**EXERCISE AIM**. Go through the entries below and copy each line containing the word "Huguenot".

======== INPUT FOR THIS TASK

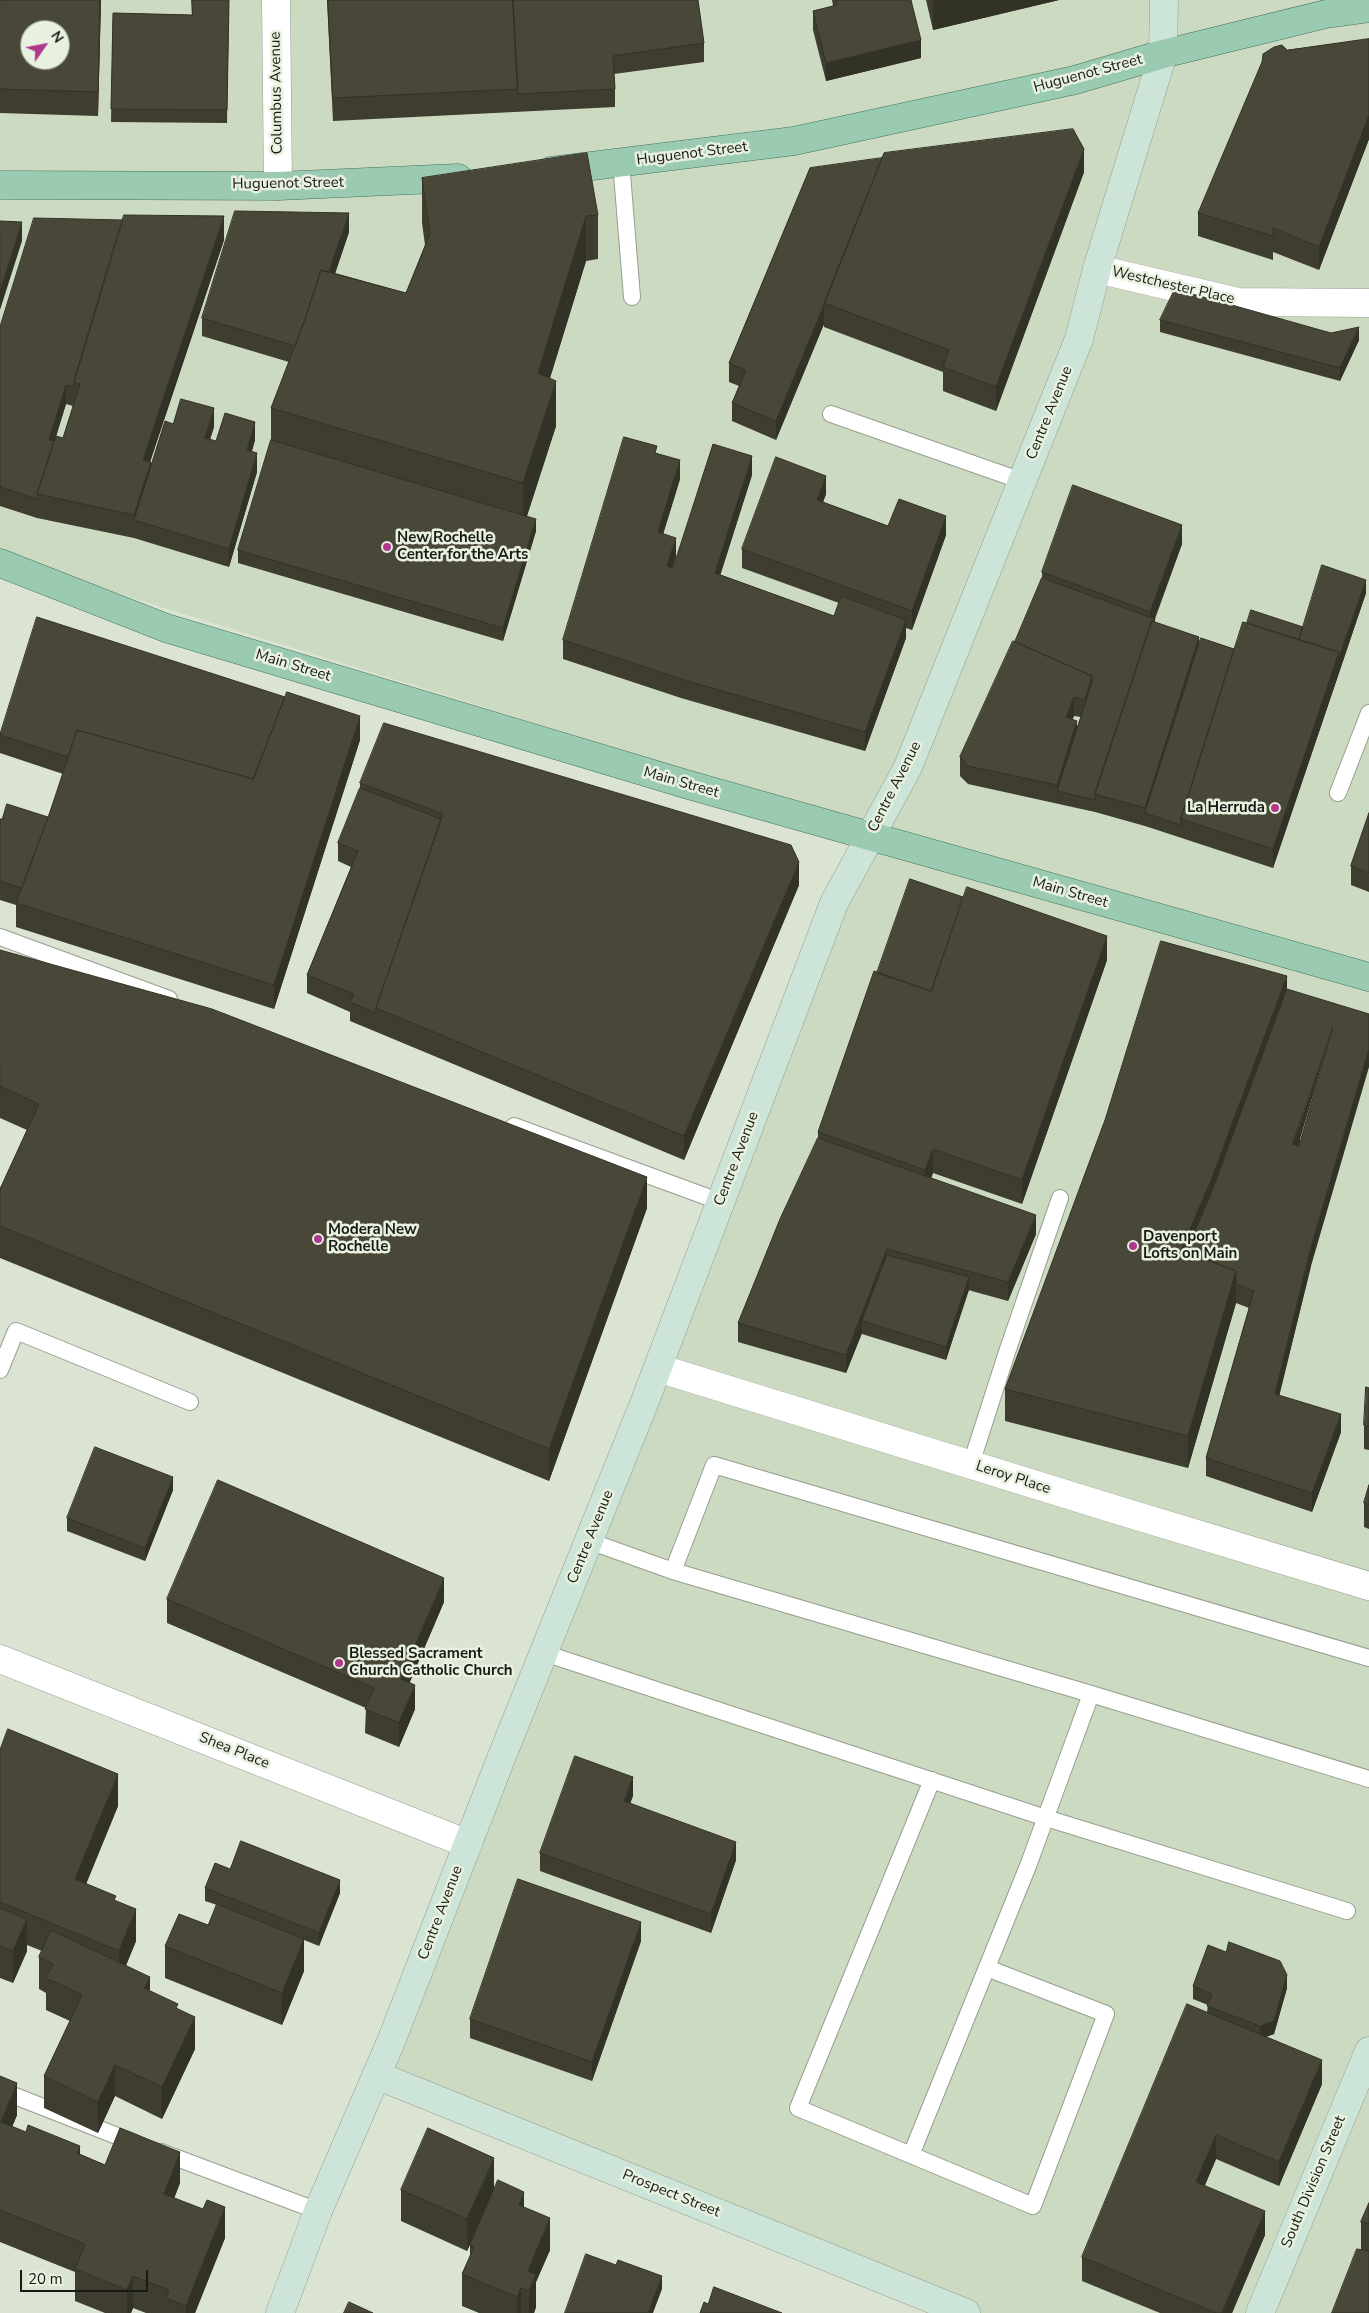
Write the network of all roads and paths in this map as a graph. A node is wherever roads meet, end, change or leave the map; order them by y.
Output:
1 (276, 0) edge
2 (1164, 0) edge
3 (1369, 8) edge
4 (1163, 54) junction
5 (621, 162) junction
6 (523, 175) edge
7 (484, 177) edge
8 (0, 184) edge
9 (278, 186) junction
10 (1097, 269) junction
11 (632, 297) dead end
12 (1369, 303) edge
13 (832, 414) dead end
14 (1022, 481) junction
15 (0, 563) edge
16 (1369, 713) edge
17 (1338, 793) dead end
18 (870, 837) junction
19 (0, 937) edge
20 (1369, 977) edge
21 (187, 1006) edge
22 (496, 1119) edge
23 (1060, 1198) dead end
24 (721, 1202) junction
25 (658, 1368) junction
26 (0, 1370) edge
27 (190, 1402) dead end
28 (972, 1464) junction
29 (589, 1541) junction
30 (673, 1571) junction
31 (1369, 1586) edge
32 (544, 1653) junction
33 (1369, 1658) edge
34 (0, 1659) edge
35 (1091, 1694) junction
36 (1369, 1779) edge
37 (932, 1780) junction
38 (1046, 1818) junction
39 (468, 1844) junction
40 (1347, 1911) dead end
41 (987, 1968) junction
42 (1369, 2051) edge
43 (376, 2075) junction
44 (2, 2091) edge
45 (910, 2155) junction
46 (318, 2211) junction
47 (280, 2313) edge
48 (966, 2313) edge
49 (1260, 2313) edge

1 - 9 street, Columbus Avenue
2 - 4 street, Centre Avenue
3 - 4 main road, Huguenot Street
4 - 5 main road, Huguenot Street
4 - 10 street, Centre Avenue
5 - 6 main road, Huguenot Street
5 - 11 lane
7 - 9 main road, Huguenot Street
8 - 9 main road, Huguenot Street
10 - 12 street, Westchester Place
10 - 14 street, Centre Avenue
13 - 14 lane
14 - 18 street, Centre Avenue
15 - 18 main road, Main Street
16 - 17 lane
18 - 20 main road, Main Street
18 - 24 street, Centre Avenue
19 - 21 lane
22 - 24 lane
23 - 28 lane
24 - 25 street, Centre Avenue
25 - 28 street, Leroy Place
25 - 29 street, Centre Avenue
26 - 27 lane
28 - 31 street, Leroy Place
29 - 30 lane
29 - 32 street, Centre Avenue
30 - 33 lane
30 - 35 lane
32 - 37 lane
32 - 39 street, Centre Avenue
34 - 39 street, Shea Place
35 - 36 lane
35 - 38 lane
37 - 38 lane
37 - 45 lane
38 - 40 lane
38 - 41 lane
39 - 43 street, Centre Avenue
41 - 45 lane
41 - 45 lane
42 - 49 street, South Division Street
43 - 46 street, Centre Avenue
43 - 48 street, Prospect Street
44 - 46 lane
46 - 47 street, Centre Avenue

================

**REPLY**.
3 - 4 main road, Huguenot Street
4 - 5 main road, Huguenot Street
5 - 6 main road, Huguenot Street
7 - 9 main road, Huguenot Street
8 - 9 main road, Huguenot Street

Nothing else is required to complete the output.